Search the records for the word "shadow" and report each line that has it.

**DATA EXTRACT**
_ _ _ _ _

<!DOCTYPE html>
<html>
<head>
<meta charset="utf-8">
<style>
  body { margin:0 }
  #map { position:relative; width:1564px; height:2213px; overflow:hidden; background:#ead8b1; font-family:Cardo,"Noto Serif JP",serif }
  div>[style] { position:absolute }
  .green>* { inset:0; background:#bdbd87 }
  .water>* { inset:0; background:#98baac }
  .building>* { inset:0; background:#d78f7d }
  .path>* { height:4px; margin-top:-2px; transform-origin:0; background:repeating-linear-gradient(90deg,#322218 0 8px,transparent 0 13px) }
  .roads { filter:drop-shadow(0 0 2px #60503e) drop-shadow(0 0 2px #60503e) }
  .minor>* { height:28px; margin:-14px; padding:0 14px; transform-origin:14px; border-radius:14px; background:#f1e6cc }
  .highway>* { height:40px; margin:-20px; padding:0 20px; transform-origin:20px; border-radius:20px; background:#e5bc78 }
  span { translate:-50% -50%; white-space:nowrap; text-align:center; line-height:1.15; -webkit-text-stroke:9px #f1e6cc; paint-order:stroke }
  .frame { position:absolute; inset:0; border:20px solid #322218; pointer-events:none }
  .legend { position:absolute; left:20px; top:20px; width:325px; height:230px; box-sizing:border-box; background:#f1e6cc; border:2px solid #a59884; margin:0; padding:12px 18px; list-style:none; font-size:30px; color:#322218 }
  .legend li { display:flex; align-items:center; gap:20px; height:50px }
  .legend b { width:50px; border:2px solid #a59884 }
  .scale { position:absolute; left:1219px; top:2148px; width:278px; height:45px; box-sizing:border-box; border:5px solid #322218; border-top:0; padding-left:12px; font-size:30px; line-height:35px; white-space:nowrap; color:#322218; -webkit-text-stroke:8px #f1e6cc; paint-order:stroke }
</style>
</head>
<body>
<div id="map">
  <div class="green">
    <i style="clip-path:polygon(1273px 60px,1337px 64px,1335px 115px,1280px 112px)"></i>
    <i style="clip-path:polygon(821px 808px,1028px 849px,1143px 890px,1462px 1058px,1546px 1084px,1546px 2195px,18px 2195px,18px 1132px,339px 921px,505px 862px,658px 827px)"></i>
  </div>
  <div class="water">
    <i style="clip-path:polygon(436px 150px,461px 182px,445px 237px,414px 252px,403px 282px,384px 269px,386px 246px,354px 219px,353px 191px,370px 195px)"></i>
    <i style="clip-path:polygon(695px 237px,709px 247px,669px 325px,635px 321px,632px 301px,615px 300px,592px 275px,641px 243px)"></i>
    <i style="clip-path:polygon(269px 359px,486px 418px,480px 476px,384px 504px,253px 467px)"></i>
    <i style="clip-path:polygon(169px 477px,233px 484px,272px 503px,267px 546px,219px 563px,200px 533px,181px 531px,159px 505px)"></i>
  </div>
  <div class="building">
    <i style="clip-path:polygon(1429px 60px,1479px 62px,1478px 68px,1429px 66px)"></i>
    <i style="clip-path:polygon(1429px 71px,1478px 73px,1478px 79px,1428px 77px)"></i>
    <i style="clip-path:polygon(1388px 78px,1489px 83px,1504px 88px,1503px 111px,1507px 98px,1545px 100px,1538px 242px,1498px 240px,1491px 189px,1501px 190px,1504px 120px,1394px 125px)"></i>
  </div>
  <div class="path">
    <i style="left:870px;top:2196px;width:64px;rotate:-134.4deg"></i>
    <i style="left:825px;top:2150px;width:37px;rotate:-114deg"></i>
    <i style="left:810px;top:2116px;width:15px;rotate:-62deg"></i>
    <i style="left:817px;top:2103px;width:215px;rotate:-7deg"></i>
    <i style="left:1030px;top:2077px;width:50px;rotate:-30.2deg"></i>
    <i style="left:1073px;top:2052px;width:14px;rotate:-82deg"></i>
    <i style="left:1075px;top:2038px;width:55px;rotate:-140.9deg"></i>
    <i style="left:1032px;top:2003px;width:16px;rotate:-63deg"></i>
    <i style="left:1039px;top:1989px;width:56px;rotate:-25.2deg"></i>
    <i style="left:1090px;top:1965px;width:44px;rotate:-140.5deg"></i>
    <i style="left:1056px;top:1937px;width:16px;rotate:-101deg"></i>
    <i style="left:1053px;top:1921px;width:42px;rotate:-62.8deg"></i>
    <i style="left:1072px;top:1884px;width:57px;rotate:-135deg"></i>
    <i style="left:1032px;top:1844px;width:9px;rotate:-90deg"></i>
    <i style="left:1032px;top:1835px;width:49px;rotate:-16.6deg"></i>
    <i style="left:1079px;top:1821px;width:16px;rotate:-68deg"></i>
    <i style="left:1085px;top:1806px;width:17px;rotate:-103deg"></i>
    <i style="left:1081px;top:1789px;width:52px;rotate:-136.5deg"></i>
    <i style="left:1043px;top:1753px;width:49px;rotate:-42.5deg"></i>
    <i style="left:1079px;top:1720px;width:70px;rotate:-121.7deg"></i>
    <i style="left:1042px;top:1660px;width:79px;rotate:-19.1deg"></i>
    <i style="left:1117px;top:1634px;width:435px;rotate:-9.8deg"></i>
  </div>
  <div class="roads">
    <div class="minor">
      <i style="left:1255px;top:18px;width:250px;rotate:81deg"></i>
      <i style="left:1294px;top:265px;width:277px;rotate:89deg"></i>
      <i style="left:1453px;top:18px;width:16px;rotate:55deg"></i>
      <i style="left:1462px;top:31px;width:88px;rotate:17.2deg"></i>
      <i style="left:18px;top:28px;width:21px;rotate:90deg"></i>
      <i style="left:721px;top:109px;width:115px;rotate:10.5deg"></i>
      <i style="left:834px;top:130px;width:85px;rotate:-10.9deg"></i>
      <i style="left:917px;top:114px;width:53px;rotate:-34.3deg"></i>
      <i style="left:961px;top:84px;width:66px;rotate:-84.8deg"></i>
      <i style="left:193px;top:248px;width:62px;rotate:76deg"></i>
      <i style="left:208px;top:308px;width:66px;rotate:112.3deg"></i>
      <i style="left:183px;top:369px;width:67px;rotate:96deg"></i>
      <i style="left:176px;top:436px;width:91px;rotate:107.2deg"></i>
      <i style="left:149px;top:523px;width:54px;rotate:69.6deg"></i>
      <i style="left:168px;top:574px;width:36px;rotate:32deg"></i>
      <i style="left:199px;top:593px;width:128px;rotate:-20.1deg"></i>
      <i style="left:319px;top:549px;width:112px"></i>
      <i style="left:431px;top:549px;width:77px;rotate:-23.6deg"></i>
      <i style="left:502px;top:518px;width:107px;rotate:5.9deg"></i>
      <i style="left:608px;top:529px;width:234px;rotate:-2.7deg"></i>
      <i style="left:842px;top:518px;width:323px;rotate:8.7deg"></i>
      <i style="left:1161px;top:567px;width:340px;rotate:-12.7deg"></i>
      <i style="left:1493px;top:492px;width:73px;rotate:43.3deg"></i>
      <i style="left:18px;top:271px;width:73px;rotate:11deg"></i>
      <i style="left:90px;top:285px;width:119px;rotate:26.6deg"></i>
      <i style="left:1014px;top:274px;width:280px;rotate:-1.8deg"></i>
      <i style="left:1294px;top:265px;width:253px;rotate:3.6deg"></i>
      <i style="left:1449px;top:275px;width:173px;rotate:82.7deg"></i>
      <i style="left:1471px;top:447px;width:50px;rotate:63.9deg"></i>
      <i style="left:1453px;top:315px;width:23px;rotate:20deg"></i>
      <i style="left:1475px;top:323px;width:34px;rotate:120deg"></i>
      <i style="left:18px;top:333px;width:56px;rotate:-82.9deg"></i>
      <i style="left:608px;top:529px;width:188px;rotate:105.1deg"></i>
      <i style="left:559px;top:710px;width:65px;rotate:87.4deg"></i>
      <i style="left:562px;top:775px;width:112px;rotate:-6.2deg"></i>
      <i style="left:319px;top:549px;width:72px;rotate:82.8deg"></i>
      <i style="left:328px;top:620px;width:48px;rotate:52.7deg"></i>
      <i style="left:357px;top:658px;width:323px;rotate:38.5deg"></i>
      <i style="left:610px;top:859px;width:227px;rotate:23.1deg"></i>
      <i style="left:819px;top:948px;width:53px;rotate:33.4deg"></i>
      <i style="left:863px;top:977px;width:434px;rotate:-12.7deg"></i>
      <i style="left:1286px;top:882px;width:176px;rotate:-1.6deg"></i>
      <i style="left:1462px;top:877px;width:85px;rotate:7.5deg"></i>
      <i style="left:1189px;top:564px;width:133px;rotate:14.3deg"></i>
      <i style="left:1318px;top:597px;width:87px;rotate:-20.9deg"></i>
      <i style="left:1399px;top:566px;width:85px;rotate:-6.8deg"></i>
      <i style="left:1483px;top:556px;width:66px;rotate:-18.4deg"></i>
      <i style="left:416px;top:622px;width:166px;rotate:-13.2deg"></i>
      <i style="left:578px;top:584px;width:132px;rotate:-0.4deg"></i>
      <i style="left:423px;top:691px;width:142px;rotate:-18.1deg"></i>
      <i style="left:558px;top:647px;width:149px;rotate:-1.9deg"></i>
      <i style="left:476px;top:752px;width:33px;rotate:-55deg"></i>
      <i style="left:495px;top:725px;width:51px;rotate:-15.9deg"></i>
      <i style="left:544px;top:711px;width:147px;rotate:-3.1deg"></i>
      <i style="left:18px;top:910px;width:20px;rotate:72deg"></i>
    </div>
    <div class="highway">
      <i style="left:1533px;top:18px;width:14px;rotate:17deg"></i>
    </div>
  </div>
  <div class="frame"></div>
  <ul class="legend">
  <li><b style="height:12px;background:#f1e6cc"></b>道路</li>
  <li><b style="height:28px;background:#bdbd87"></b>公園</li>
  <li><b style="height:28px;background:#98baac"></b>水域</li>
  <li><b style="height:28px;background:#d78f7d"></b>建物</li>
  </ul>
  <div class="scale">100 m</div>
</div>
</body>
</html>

_ _ _ _ _

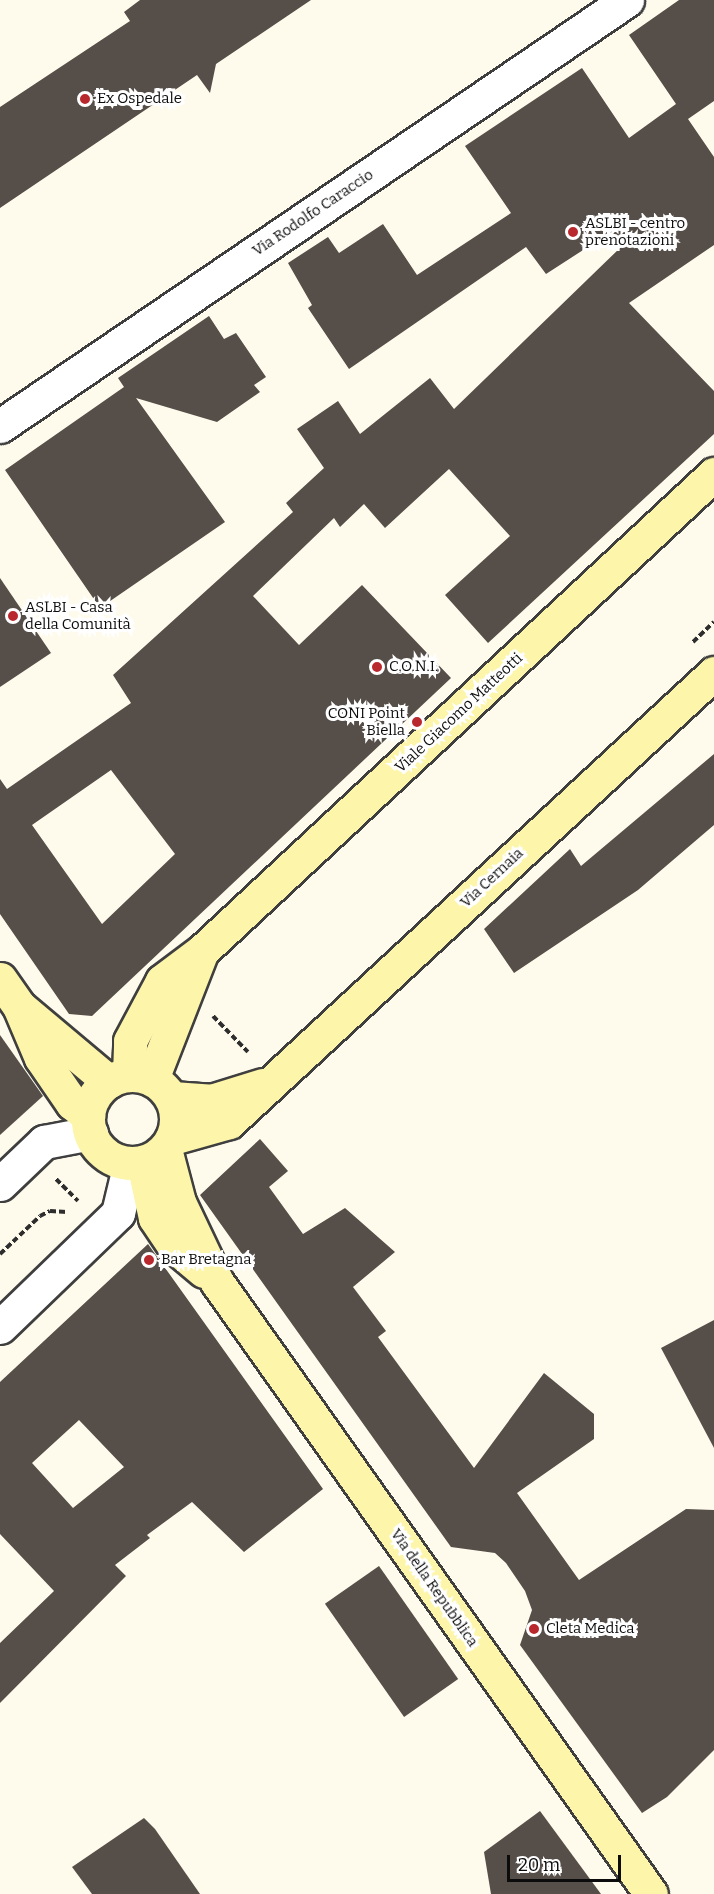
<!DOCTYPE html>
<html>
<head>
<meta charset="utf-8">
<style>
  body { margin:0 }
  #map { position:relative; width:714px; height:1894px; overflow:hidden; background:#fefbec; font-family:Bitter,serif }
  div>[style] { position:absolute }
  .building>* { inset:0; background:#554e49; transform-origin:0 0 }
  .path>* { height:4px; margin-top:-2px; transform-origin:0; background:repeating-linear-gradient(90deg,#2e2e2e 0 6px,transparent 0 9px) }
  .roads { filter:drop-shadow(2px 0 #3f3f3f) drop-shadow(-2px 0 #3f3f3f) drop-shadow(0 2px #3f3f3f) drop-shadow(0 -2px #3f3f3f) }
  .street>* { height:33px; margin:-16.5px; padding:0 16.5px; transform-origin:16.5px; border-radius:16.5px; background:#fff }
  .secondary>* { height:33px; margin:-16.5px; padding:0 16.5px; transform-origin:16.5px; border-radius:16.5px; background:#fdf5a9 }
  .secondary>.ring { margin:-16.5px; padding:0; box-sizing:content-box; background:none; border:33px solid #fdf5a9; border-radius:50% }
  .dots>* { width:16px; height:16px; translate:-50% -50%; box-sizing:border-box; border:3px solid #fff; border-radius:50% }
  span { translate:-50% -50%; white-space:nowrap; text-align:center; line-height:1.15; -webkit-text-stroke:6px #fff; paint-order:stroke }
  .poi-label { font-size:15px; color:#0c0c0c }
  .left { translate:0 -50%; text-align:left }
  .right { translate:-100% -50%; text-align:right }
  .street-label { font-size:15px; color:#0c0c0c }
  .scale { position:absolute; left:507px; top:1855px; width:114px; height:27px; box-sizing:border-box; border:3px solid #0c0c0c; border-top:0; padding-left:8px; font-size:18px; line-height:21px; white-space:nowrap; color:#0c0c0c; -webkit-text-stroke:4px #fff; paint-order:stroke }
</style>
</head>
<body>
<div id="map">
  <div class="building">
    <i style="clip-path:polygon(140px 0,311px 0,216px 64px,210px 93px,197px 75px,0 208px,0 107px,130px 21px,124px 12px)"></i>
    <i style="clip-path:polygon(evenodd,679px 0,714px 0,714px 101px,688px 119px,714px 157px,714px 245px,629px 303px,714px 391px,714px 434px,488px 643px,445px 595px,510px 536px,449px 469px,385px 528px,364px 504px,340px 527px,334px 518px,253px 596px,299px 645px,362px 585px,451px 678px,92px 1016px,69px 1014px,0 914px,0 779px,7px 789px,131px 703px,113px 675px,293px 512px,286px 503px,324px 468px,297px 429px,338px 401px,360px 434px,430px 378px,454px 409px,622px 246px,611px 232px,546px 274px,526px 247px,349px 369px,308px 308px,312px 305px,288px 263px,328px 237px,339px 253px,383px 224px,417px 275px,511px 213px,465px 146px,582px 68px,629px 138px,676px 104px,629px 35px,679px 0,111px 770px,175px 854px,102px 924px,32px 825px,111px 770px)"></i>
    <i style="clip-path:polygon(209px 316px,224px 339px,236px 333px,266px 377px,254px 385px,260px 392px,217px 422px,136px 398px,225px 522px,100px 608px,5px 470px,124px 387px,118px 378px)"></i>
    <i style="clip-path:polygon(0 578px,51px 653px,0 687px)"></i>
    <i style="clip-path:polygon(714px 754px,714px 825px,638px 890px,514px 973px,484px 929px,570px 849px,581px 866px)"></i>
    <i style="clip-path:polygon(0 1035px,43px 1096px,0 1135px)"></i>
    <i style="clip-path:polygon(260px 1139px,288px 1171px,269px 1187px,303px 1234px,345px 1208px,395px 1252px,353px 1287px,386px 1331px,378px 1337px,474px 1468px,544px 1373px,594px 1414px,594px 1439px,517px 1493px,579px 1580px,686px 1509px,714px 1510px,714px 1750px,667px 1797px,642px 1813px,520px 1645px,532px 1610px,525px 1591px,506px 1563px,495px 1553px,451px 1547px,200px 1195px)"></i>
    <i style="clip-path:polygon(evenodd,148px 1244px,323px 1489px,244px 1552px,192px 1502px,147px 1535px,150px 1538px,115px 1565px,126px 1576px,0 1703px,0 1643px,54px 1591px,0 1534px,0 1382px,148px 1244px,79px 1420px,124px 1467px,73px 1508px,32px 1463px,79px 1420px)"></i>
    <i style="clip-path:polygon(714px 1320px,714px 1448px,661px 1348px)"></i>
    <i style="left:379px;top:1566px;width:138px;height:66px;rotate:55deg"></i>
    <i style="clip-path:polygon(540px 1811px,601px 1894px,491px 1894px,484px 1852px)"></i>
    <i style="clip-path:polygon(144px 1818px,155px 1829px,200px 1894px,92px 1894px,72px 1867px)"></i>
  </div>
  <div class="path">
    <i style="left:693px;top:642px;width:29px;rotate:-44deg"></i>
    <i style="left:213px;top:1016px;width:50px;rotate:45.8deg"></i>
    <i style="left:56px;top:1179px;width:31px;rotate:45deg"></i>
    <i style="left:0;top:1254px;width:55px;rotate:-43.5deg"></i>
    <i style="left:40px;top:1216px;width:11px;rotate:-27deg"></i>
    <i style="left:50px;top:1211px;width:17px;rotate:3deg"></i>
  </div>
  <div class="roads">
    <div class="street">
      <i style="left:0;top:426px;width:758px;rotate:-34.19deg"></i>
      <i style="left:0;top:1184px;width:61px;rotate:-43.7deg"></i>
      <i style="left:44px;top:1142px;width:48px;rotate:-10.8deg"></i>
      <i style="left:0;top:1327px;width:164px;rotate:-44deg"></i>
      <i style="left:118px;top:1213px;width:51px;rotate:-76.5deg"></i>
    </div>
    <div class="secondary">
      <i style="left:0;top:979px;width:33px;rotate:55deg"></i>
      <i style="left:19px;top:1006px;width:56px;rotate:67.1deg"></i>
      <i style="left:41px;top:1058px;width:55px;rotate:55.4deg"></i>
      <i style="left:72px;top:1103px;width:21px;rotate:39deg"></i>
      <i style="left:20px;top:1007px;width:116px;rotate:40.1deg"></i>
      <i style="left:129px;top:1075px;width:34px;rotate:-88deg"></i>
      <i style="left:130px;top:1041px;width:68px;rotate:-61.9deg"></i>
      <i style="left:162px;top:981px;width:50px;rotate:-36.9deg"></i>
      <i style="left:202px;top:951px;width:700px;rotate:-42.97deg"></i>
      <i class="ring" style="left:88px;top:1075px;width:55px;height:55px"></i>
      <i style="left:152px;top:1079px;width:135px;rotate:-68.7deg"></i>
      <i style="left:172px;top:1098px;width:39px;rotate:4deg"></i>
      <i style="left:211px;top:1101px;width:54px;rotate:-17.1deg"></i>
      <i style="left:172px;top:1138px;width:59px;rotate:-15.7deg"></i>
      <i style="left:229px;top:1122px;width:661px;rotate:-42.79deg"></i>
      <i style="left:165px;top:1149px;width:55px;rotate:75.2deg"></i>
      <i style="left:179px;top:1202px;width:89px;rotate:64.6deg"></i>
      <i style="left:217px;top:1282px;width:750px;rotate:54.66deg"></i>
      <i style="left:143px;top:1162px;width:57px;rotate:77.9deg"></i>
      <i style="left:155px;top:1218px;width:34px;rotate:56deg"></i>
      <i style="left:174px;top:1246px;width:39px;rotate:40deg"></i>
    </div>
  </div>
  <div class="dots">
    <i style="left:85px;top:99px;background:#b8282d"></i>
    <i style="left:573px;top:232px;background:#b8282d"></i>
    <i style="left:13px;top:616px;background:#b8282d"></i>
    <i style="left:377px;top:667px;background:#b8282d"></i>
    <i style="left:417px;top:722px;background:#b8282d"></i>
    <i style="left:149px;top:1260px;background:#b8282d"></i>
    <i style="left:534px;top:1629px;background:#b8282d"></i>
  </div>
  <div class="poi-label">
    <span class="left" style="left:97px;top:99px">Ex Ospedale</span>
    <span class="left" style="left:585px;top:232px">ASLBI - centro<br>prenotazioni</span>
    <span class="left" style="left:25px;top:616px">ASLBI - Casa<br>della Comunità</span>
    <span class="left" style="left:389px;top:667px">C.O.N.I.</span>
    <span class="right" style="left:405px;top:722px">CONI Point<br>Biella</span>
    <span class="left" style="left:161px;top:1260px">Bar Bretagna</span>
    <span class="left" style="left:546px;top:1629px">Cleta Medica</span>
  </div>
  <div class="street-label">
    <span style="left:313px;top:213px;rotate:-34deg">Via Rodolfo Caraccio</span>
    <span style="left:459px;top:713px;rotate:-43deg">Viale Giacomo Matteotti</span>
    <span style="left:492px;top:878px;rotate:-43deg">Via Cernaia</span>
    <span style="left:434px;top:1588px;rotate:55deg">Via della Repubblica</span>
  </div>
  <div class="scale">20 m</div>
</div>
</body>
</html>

_ _ _ _ _

**YOUR SOLUTION**
  .roads { filter:drop-shadow(0 0 2px #60503e) drop-shadow(0 0 2px #60503e) }
  .roads { filter:drop-shadow(2px 0 #3f3f3f) drop-shadow(-2px 0 #3f3f3f) drop-shadow(0 2px #3f3f3f) drop-shadow(0 -2px #3f3f3f) }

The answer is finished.